O alvo das pesquisas, em musicoterapia, é o cérebro, pois tudo o que os musicoterapeutas fazem é, em sua essência, modificar as funções das estruturas biológicas específicas do corpo humano9. Os distúrbios de comunicação, como a afasia, por exemplo, podem ser tratados com musicoterapia com a finalidade de utilizar a plasticidade funcional do cérebro, de forma a compensar as capacidades de processamento perdidas devido à lesão ou outro comprometimento cerebral.

Finalizando, convém ressaltar que as pesquisas sugerem que o processamento musical, que está preservado na doença de Alzheimer, por exemplo, pode ocorrer em diferentes partes do cérebro, se comparado aos mecanismos linguísticos familiares. Além disso, essas regiões podem ser as últimas a se deteriorarem no curso da doença. Assim sendo, a musicoterapia, que depende menos do processamento verbal, pode oferecer uma abordagem única para acessar o conhecimento armazenado e as memórias que controlam certos comportamentos. Ela pode promover a abertura de canais de comunicação nos pacientes com demência, quando os sintomas psicológicos e comportamentais instalados impedem sua percepção da realidade e, neste caso, a música funciona como um objeto intermediário da relação terapêutica.

Referências bibliográficas

1. Omar R, Hailstone JC, Warren JE, Crutch SJ, Warren JD. The cognitive organization of music knowledge: a clinical analysis.
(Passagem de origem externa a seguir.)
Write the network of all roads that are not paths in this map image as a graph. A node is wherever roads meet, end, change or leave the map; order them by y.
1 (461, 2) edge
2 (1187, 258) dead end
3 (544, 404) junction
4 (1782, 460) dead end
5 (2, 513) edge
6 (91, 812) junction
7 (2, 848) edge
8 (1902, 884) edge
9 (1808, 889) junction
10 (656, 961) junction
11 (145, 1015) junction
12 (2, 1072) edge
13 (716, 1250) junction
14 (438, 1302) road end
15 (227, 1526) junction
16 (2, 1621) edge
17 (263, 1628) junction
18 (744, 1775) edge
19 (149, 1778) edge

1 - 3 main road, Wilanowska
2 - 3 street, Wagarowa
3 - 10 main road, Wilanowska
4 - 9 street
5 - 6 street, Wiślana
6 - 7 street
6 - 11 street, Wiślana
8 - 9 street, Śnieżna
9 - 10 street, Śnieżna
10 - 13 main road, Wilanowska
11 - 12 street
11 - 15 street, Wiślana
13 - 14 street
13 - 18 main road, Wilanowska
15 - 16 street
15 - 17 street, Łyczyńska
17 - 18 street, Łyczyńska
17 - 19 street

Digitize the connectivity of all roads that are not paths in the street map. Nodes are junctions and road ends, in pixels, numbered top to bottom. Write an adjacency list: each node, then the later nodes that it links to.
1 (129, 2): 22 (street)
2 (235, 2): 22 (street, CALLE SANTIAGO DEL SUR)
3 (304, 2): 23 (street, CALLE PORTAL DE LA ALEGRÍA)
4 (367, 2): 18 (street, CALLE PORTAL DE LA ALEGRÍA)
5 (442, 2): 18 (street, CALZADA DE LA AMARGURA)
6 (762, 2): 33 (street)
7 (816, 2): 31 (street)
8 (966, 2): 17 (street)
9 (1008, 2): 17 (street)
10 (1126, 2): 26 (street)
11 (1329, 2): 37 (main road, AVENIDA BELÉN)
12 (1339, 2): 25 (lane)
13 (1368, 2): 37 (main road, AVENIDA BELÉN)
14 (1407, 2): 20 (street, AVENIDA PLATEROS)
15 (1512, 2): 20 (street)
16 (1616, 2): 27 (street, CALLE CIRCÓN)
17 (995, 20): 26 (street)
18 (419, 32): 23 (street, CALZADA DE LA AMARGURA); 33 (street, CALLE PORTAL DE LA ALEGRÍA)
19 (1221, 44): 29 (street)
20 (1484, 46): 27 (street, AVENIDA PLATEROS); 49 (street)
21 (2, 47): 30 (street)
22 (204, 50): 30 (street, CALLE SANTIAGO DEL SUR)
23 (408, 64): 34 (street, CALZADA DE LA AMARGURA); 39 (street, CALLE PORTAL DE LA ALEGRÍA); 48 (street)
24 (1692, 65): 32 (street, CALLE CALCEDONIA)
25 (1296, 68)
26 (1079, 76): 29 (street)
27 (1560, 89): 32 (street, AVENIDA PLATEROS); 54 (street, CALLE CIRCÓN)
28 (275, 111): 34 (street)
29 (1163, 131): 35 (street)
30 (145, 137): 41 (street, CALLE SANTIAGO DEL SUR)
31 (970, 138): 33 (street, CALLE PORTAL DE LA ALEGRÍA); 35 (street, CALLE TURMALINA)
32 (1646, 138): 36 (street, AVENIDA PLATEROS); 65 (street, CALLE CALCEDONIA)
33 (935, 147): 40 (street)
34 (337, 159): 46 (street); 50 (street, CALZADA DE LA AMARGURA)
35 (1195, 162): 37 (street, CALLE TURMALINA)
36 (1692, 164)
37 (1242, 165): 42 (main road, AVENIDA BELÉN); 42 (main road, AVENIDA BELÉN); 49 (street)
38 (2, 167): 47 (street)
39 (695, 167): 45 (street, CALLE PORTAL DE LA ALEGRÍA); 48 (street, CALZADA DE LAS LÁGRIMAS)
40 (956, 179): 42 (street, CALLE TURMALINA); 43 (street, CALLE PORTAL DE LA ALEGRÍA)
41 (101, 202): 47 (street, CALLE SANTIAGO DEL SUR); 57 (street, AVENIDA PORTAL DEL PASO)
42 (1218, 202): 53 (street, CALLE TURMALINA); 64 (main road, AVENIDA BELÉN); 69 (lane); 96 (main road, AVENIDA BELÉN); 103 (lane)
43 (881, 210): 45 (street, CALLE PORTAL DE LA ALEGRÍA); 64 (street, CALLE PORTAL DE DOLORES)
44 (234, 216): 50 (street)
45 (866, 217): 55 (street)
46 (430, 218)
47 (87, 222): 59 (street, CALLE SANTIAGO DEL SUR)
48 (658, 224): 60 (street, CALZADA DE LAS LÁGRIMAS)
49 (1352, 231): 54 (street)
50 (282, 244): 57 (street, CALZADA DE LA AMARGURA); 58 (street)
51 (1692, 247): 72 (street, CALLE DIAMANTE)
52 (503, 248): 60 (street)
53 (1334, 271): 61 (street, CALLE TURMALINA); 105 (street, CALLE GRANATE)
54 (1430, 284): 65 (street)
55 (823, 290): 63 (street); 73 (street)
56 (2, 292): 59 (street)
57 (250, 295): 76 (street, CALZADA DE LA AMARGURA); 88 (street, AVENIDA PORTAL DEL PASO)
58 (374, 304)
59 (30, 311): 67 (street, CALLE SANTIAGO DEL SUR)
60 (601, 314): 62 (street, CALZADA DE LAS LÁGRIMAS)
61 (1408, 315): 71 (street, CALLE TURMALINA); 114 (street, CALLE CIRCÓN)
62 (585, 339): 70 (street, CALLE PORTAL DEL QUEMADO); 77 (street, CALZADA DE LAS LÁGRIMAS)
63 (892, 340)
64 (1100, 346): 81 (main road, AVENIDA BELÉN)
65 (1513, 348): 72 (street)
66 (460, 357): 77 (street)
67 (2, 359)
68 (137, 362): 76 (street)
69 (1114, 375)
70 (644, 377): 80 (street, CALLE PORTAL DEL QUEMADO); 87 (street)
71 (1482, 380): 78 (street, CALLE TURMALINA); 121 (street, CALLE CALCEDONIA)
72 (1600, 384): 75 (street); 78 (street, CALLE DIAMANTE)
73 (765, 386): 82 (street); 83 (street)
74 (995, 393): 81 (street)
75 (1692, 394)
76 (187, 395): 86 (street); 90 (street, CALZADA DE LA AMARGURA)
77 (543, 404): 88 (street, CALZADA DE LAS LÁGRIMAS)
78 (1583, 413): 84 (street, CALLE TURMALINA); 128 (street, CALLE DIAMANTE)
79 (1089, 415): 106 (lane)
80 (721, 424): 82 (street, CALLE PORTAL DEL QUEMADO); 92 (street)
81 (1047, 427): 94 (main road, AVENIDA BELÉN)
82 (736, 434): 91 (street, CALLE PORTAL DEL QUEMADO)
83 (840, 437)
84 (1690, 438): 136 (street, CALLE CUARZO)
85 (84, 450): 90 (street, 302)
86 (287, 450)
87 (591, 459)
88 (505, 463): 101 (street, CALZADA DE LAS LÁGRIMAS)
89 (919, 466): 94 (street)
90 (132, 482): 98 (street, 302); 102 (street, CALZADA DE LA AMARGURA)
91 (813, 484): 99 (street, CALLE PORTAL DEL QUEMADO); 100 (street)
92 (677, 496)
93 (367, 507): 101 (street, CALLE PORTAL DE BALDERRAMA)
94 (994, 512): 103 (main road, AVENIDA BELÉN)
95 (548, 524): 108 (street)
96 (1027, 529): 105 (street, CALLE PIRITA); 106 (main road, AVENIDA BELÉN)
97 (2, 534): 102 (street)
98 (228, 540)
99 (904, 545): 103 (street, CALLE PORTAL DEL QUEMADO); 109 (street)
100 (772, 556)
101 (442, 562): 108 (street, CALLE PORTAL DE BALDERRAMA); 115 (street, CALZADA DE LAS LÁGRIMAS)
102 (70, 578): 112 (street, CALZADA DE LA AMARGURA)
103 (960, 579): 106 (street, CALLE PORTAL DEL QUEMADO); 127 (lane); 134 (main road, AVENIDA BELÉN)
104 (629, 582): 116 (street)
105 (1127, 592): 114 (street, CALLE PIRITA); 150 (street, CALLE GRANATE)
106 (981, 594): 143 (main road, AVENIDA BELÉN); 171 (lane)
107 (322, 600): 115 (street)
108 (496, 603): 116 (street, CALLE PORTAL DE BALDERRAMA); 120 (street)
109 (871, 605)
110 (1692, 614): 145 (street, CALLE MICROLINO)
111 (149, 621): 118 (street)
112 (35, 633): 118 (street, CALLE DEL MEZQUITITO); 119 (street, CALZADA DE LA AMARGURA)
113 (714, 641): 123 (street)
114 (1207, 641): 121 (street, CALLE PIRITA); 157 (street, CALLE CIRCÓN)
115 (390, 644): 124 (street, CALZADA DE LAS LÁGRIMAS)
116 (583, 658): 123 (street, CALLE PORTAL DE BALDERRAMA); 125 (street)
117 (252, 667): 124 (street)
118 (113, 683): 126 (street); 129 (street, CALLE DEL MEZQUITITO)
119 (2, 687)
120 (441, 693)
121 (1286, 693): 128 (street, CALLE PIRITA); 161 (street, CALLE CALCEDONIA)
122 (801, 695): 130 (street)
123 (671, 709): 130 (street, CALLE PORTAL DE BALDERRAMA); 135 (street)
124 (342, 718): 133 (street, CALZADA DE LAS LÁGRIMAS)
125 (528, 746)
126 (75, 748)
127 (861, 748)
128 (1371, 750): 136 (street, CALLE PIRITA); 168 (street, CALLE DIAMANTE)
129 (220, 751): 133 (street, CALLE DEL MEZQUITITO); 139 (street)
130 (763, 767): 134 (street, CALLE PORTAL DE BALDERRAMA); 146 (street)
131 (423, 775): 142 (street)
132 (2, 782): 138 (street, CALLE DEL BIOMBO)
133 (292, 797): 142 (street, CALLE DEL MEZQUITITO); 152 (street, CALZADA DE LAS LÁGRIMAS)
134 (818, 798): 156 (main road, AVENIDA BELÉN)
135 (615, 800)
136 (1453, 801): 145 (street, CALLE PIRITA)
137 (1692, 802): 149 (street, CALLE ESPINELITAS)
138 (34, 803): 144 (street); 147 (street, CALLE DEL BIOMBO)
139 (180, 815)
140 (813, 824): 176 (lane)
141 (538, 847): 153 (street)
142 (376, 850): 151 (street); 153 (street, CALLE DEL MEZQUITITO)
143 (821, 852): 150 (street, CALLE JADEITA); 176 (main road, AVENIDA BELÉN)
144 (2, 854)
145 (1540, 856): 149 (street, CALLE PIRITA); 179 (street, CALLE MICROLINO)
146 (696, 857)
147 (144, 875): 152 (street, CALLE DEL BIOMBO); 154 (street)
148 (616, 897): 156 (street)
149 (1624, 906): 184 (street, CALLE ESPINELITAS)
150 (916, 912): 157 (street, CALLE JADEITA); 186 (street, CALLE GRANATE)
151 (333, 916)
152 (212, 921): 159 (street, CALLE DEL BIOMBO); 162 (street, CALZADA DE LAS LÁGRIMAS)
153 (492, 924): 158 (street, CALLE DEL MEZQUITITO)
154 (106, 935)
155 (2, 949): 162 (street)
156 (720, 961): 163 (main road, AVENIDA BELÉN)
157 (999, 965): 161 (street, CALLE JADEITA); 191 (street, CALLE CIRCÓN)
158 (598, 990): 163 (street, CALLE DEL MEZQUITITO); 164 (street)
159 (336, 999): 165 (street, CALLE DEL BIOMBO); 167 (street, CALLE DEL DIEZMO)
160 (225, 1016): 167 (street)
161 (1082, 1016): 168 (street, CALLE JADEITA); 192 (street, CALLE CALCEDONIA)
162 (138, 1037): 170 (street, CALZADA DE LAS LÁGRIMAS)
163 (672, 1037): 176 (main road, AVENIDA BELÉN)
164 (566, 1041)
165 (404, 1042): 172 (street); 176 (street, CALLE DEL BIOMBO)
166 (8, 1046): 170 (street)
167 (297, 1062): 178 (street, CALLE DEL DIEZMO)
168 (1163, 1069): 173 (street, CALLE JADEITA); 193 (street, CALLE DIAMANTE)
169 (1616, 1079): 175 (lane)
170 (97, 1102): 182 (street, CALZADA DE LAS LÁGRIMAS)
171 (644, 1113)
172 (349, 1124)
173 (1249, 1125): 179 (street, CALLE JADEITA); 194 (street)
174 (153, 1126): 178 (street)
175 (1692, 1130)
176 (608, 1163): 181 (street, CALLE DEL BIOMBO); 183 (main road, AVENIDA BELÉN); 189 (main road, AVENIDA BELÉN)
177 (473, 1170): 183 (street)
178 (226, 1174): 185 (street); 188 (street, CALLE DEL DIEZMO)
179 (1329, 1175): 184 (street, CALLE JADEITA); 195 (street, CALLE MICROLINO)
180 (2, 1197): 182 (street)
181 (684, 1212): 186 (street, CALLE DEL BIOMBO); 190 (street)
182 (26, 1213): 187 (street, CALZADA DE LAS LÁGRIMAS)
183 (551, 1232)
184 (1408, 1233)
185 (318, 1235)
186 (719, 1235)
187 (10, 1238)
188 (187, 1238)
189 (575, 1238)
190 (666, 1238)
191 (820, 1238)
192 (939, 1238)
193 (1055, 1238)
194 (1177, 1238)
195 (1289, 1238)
Brain 2010:133;1200–1213.
2. Levitin DJ, Tirovolas AK. Current Advances in the Cognitive Neuroscience of Music. Ann NY Acad Sci 2009;1156:211–231.
3. McDermott O, Orrell M, Ridder HM. The importance of music for people with dementia: the perspectives of people with dementia, family carers, staff and music therapists. Aging & Mental Health 2014;18:706–716.
4. Correia, CMF. Musicoterapia e demência, uma nova fronteira na intervenção clínica. In: Silva et al. (Eds.). Demência. Uma questão multiprofissional. São Paulo: LMP Editora; 2013, p.129-40.
5. Braben, L. A song for Mrs. Smith. Nursing Times; 99(41):54, 1992.
6. Wagner, G. Musicoterapia integrativa e reabilitação neurológica. In: Nascimento, M. (Ed.). Musicoterapia e a Reabilitação Neurológica. São Paulo: Memnon; 2009. p. 306-31.
7. Sacks, O. Alucinações musicais. São Paulo: Companhia das Letras, 2007.
8. Benenzon, RO. La producción sonor-musical. In: Benenzon, R.O. (Ed.). La Nueva Musicoterapia. Argentina: Lumen; 1998. p. 77-83, 1998.
9. Taylor, DB. Biomedical Foundations of Music as Therapy. Saint Louis: MMB Music, Inc.; 1997.